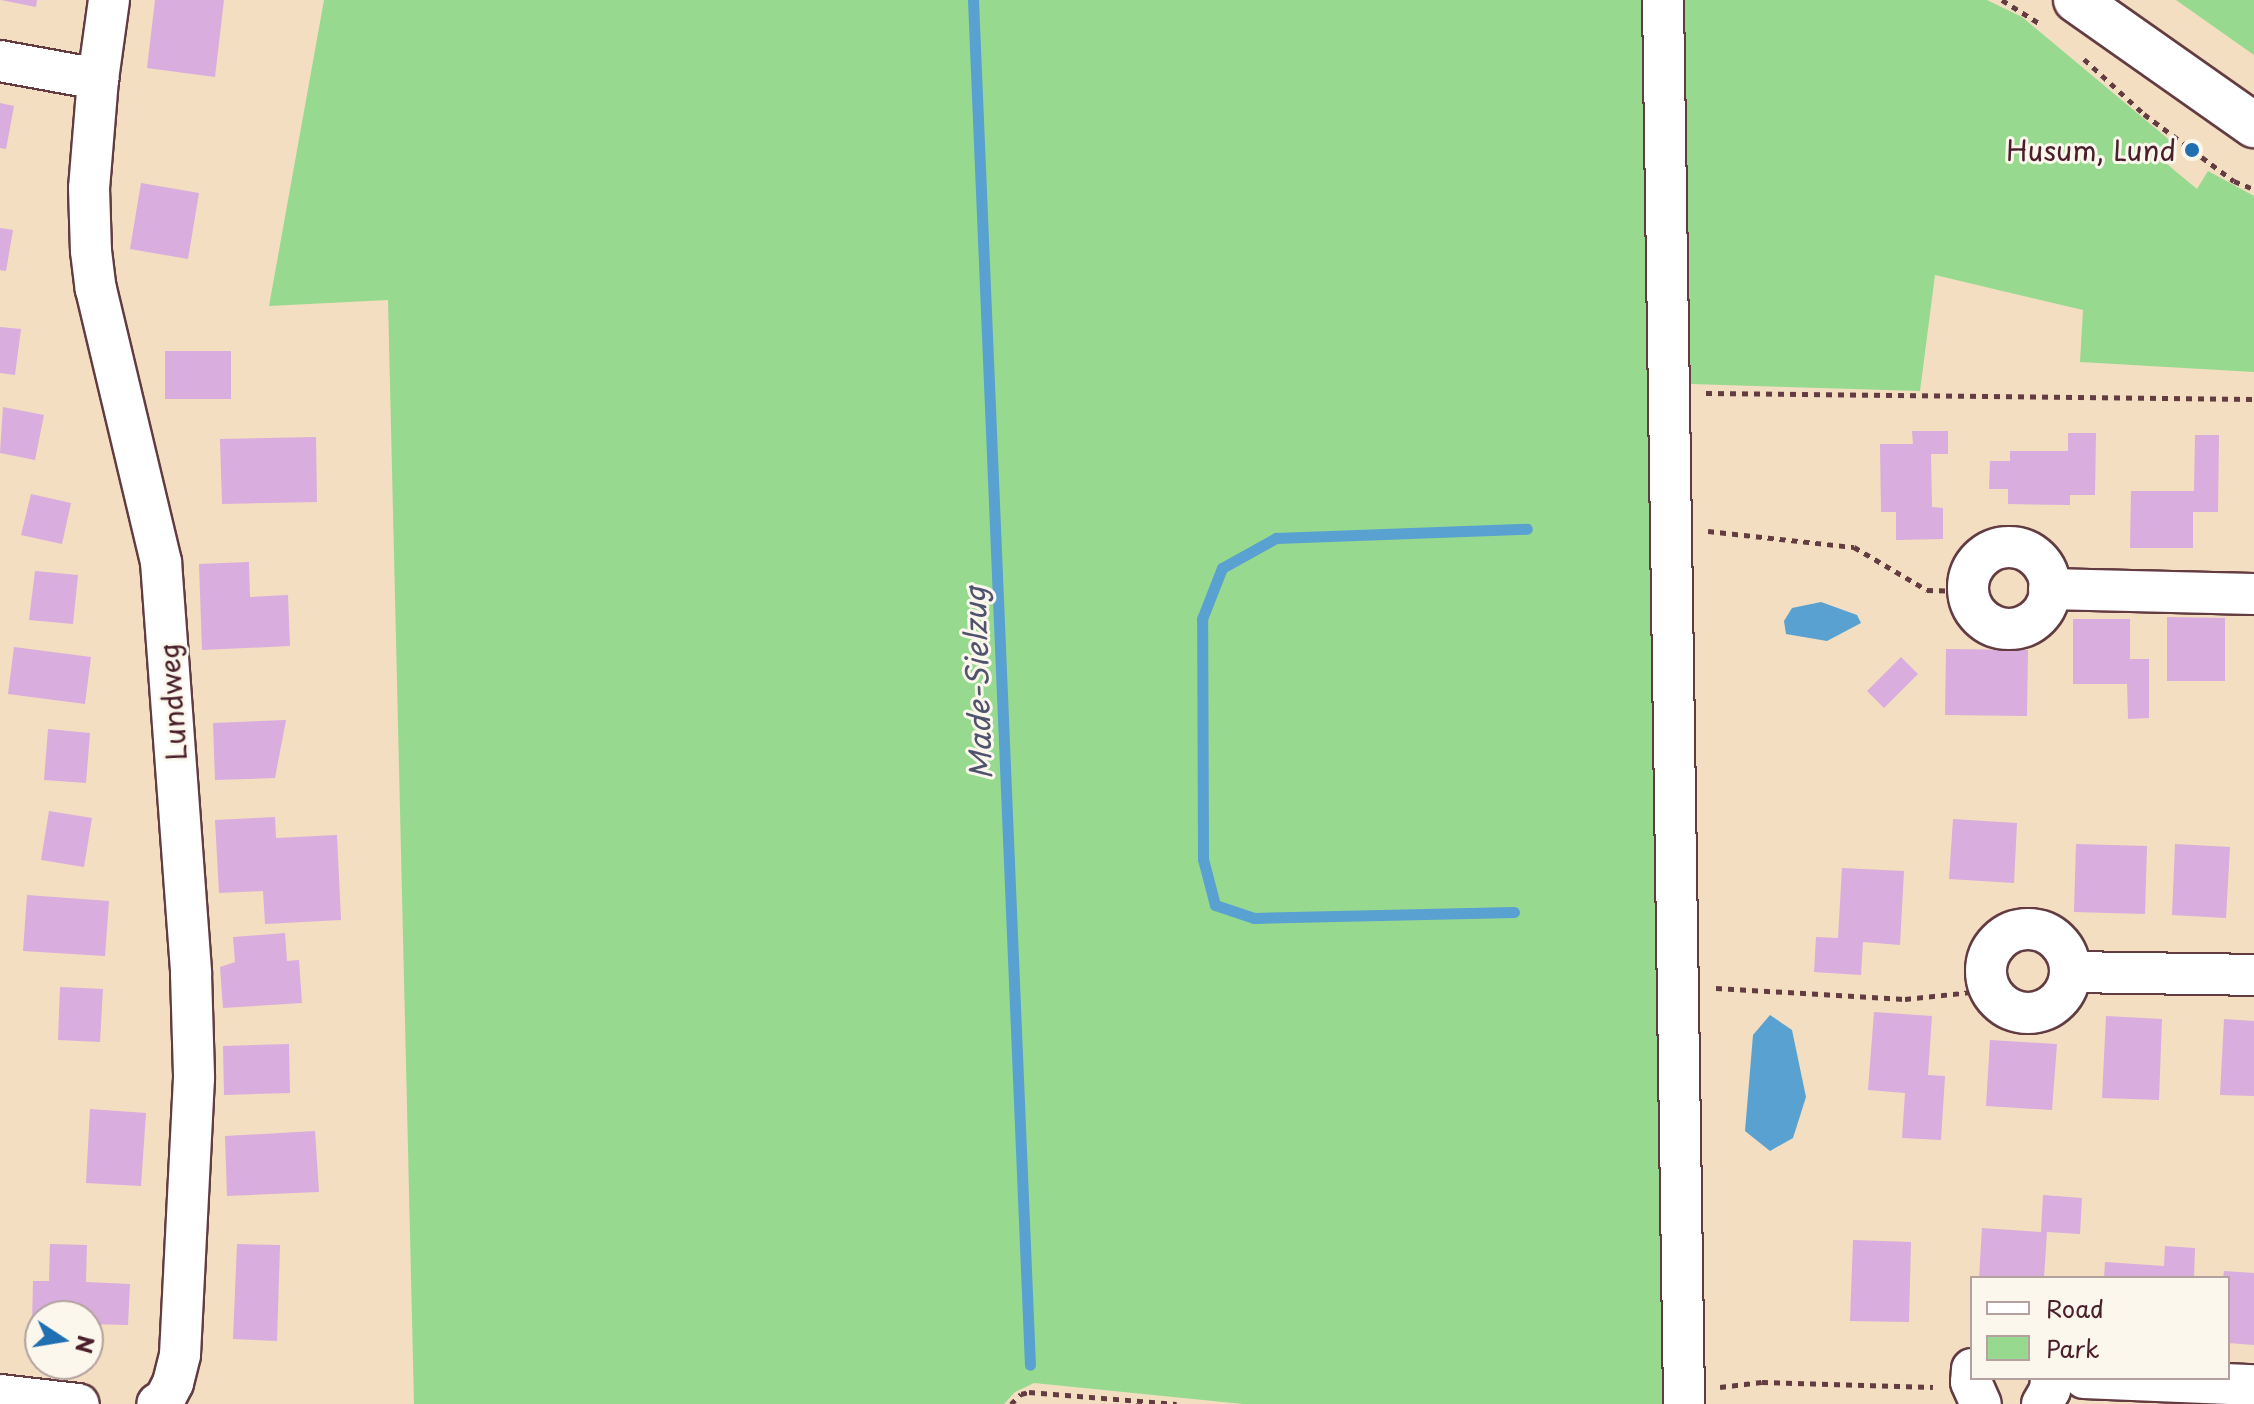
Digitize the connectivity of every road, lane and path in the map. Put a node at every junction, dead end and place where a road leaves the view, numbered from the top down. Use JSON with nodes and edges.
--
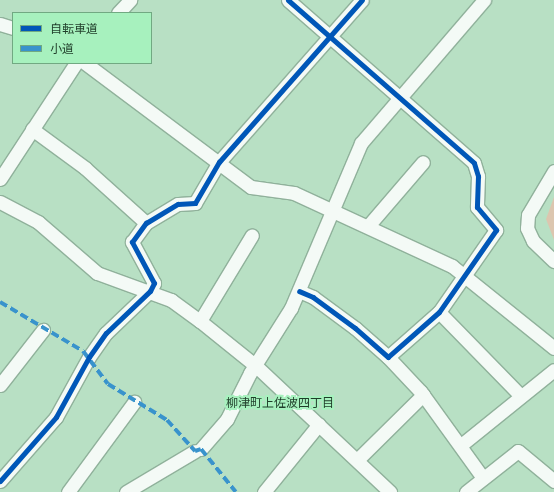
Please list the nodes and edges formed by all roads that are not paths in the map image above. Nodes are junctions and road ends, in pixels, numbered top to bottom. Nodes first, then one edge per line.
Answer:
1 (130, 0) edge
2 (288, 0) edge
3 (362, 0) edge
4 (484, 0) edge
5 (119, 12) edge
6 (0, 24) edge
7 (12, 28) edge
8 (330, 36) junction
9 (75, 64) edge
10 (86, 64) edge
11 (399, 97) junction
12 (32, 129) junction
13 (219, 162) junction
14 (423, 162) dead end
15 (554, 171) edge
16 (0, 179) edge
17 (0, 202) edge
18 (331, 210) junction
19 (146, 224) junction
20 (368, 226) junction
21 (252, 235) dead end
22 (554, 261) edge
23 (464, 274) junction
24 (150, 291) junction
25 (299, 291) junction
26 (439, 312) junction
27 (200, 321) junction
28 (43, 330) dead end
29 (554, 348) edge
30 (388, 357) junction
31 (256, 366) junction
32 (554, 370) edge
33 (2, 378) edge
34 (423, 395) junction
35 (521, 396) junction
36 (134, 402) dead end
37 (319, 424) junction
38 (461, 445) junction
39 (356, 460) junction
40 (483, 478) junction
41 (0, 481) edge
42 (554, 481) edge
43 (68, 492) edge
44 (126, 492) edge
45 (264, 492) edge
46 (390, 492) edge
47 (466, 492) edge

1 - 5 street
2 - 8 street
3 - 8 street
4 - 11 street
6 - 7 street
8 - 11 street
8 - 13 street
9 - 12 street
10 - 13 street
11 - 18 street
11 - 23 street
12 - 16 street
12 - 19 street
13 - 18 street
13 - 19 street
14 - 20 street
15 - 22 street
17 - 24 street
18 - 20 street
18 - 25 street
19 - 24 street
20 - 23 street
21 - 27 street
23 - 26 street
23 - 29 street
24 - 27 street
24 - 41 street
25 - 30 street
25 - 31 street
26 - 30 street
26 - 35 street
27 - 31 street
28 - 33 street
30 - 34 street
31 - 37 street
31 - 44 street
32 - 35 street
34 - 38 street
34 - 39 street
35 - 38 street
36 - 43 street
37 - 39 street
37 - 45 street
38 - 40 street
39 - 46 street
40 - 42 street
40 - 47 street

- Goal of the exercise:
Each line that holds the word "nodes" should be extracted from the records.

- Exercise output:
Digitize the connectivity of every road, lane and path in the map. Put a node at every junction, dead end and place where a road leaves the view, numbered from the top down. Use JSON with nodes and edges.
Please list the nodes and edges formed by all roads that are not paths in the map image above. Nodes are junctions and road ends, in pixels, numbered top to bottom. Nodes first, then one edge per line.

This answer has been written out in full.